+++ Dataset content

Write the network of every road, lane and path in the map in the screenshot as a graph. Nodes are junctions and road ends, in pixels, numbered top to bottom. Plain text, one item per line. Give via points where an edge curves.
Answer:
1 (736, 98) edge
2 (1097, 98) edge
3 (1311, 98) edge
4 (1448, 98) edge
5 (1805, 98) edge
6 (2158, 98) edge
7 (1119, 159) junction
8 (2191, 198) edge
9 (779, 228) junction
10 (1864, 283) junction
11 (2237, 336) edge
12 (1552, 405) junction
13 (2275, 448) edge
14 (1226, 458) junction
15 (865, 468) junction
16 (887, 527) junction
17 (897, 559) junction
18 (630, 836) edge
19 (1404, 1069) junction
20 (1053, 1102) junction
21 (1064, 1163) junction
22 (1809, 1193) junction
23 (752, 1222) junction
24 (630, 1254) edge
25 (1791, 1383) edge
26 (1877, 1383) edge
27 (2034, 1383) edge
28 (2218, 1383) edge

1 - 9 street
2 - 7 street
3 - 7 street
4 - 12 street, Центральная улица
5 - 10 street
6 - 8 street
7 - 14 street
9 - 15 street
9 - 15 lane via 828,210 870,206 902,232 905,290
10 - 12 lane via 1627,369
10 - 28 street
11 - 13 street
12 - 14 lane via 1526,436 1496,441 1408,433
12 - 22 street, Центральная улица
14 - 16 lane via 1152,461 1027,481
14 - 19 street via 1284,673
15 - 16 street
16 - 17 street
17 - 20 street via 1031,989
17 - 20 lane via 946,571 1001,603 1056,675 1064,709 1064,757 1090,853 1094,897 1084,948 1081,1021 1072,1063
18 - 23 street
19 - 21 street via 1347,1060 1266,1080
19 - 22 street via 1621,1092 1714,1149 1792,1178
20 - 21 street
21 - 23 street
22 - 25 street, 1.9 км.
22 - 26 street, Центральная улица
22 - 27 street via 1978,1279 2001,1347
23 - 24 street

++++++

## Exercise instructions
Only a number is wanted. How many lines of the entries above carry "улица"?

## Written solution
3